Sizce RP'nin kapatılması Refah'ın seçmenleri açısından, Türkiye'nin genel dengeleri açısından nasıl bir sonuç doğurabilir?

Amerika'daki yetkililerden, bana intikal ettiği kadarıyla, Refah Partisi'nin kapatılacağı merkezinde düşünceleri, mülahazaları var. Ben eskilerin ifadesiyle bila kayd-u şart o mülahazaya katılmıyorum. Kapamayabilirler. Kapama bir iştir yani. Refah Partisi'nden kurtulmak isteyenler için kapamak bir iştir. 5 sene de bunlar seçme seçilme hakkını kaybederler. Ve Fransız Kralı'nın atına Fransızca öğretme hikayesi. Bakalım, ya kral olur, ya at olur, ya biz oluruz mülahazasıyla hareket etmek gibi bir şey oluyor. Bunu yapmak isteyenlerin kendileri açısından, makul olanı Refah'ı kapatmamak, mahkemeyi devam ettirmek, mahkeme devam ederken seçime girmek. Seçim sath-ı mailine girilirken Refah'ın mahkemesinin devam etmesi, Refah'a olan güveni sarsar, kapatılacak bir parti mülahazası hasıl eder, oy verilmez ona. Daha demokratik bir yolla... Fakat o oylar Refah'a yakın partilere kayar büyük ölçüde, maksat hasıl olur. Belki böyle yapmayı tercih ederler. Böyle yapma da, toplum tarafından birilerini büyük ölçüde töhmet altına itmez. Mahkemedeydiler, karar verilmemişti, kapatılmamıştı. Ne yapalım, millet tercihini bu istikamette yaptı, diyebilirler. Zannediyorum, kendilerince böyle bir yolu daha makul bulup bunu seçebilirler.

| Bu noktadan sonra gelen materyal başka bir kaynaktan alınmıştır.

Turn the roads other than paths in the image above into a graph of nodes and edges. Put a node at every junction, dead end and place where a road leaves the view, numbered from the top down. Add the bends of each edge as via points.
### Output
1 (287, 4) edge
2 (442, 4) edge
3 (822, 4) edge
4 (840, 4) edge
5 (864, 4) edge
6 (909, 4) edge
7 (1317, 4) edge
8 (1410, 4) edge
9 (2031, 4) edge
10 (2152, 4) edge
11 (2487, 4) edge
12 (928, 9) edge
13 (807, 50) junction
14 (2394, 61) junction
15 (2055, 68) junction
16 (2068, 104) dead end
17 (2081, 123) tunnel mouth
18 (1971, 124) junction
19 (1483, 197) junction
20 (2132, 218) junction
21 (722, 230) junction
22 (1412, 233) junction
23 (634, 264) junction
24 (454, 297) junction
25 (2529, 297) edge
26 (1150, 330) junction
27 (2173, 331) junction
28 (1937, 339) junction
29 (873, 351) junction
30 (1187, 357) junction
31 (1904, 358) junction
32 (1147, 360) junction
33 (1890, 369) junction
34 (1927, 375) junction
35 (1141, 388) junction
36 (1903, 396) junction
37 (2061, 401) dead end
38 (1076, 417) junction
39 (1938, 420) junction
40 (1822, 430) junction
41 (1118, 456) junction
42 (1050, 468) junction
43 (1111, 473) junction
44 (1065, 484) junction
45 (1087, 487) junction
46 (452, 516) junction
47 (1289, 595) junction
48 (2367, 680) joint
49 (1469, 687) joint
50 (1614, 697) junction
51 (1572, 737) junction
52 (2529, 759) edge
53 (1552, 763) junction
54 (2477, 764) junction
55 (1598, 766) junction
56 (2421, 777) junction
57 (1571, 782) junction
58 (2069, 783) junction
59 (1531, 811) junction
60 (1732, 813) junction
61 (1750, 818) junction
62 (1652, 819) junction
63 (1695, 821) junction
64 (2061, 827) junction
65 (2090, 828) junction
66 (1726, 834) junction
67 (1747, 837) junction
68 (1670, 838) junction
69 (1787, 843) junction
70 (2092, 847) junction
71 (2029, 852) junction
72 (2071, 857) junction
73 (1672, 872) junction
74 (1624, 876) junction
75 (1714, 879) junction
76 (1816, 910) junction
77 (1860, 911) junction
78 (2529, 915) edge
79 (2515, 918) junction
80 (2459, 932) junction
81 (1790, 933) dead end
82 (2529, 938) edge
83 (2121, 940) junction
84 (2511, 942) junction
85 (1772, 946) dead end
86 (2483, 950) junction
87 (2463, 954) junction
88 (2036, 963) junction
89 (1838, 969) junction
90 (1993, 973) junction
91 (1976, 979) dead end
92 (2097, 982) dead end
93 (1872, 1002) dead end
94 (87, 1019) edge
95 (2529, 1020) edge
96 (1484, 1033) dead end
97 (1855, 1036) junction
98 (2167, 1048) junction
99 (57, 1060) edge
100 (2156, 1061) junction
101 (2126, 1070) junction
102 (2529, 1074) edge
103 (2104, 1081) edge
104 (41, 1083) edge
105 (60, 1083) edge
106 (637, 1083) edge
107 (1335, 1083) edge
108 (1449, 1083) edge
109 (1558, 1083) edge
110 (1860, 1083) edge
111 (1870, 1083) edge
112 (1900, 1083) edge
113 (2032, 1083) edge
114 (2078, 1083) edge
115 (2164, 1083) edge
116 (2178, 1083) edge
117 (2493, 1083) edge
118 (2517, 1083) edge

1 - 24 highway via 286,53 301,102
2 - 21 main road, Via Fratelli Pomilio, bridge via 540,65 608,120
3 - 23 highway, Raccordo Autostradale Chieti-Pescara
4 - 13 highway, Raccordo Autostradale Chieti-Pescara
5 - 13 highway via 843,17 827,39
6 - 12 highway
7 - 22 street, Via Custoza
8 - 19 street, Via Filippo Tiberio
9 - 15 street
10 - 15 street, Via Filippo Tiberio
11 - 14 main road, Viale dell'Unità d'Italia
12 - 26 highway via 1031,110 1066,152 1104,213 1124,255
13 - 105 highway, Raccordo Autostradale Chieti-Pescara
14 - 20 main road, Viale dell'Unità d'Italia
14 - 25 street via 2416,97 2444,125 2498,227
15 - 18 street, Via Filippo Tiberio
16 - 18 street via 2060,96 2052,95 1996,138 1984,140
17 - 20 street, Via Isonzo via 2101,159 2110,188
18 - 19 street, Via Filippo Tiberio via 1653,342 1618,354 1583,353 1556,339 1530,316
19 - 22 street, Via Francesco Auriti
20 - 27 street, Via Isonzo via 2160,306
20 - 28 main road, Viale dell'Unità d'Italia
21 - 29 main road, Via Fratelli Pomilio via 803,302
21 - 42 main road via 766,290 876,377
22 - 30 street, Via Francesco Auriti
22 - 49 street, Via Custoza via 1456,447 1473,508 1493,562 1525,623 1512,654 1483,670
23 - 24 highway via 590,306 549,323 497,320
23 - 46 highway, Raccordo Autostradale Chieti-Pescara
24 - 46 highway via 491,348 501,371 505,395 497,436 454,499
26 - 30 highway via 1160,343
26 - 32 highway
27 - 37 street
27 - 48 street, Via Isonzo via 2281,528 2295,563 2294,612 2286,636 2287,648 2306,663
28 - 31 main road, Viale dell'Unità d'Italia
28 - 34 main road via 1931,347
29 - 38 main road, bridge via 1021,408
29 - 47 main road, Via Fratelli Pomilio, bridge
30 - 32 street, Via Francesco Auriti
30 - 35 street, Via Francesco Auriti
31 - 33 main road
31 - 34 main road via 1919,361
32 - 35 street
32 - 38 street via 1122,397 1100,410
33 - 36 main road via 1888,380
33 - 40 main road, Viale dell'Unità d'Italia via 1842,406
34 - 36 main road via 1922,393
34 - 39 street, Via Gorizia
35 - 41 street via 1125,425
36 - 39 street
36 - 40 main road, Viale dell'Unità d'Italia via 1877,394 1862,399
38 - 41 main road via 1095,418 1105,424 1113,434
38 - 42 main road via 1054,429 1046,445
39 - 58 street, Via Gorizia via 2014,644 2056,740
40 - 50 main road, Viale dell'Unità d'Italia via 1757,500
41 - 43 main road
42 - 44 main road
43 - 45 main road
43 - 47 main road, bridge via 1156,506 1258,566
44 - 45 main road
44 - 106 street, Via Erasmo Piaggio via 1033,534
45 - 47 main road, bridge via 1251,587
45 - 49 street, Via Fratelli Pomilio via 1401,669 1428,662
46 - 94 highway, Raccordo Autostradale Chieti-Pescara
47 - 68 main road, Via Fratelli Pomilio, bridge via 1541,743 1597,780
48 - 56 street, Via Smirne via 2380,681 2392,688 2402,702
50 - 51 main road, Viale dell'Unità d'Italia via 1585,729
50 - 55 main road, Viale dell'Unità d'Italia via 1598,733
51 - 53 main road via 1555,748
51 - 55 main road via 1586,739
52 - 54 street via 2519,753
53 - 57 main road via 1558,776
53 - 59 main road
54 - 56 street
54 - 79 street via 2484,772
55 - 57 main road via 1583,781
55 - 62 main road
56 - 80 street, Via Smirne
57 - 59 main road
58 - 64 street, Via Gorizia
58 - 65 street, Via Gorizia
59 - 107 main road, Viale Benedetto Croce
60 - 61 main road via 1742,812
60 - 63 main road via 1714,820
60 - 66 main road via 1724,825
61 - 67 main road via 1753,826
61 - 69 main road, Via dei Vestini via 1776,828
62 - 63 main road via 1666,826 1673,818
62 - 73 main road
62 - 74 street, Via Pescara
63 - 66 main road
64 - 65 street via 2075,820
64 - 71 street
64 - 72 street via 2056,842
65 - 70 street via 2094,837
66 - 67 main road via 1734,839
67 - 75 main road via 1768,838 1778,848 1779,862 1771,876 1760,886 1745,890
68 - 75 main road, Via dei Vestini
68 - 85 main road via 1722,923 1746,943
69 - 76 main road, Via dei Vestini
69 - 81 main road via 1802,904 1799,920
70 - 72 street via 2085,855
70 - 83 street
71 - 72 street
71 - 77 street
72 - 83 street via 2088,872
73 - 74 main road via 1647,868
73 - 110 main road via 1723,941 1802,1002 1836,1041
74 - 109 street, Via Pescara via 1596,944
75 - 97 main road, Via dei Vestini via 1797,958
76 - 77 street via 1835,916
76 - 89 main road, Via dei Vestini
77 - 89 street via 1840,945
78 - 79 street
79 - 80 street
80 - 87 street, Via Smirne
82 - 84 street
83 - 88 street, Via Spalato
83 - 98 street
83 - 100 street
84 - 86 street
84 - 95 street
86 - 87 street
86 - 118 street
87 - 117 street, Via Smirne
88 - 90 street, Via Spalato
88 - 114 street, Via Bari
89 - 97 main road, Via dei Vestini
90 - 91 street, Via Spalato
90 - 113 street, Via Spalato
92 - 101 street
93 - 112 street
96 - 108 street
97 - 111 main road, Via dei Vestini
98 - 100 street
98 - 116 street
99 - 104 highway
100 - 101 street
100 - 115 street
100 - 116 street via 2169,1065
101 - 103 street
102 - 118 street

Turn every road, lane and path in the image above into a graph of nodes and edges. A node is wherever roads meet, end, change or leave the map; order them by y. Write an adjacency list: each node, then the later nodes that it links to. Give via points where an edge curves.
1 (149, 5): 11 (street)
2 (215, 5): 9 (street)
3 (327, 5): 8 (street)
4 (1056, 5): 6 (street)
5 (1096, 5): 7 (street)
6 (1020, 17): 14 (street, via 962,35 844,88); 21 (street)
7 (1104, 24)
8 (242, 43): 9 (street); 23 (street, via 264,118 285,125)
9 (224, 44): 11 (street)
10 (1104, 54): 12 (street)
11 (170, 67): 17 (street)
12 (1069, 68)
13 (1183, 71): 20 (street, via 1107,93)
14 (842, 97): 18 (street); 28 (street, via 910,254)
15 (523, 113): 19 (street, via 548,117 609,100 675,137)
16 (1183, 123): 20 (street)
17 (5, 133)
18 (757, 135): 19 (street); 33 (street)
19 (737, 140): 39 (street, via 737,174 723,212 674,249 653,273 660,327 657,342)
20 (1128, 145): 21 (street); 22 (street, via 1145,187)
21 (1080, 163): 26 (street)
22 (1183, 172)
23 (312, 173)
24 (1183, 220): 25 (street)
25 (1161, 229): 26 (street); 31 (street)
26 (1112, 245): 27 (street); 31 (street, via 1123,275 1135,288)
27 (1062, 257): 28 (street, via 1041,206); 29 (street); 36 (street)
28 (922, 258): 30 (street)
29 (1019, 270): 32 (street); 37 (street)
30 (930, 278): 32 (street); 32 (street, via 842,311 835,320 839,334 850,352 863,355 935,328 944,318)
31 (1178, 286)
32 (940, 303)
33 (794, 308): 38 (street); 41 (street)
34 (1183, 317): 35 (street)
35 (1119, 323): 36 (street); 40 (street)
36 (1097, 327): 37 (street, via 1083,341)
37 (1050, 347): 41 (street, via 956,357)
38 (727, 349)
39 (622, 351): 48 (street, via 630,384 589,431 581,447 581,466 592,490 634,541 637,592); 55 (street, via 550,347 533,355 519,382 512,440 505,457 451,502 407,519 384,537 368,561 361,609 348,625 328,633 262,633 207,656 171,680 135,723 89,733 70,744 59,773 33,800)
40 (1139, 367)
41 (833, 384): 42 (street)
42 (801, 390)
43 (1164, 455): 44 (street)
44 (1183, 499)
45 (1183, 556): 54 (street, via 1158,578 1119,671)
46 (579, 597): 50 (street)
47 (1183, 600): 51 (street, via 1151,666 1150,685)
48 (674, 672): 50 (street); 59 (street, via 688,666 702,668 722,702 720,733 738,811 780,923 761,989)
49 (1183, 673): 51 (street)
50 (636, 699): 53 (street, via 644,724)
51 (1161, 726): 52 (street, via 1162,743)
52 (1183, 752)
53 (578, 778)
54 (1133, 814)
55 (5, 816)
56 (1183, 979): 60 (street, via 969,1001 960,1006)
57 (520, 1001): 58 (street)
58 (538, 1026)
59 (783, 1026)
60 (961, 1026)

Efendim. Mağduriyet hissinden dolayı tam tersi bir tepki de olamaz mı?

Türk toplumunu biraz biliyorum. Öyle olacağına ihtimal vermiyorum. Refah, partiler içinde teşkilatlanma bakımından, organize bakımından, üye kaydı bakımından, yüksek bir performans göstermiştir. Bunu kimse inkar edemedi. Diğer partiler zaten o kadar çalışsaydı, o kadar can siperane mücadele verselerdi, zaten Türkiye'de dengeler bu ölçüde bozulmazdı. Refah çalıştı, ama büyük ölçüde gayrimemnunların oyuyla büyüdü. Halk diğerlerinden ümidini kesti, aradığını bulamadı. Vefa umarken hükümetlerden, gözü her defasında hicranla doldu ve kaçtı. Kaçanların oyları gitti. Refah havuzunda toplandı. Ben öyle bir durumun yeniden yaşanacağına ihtimal vermiyorum.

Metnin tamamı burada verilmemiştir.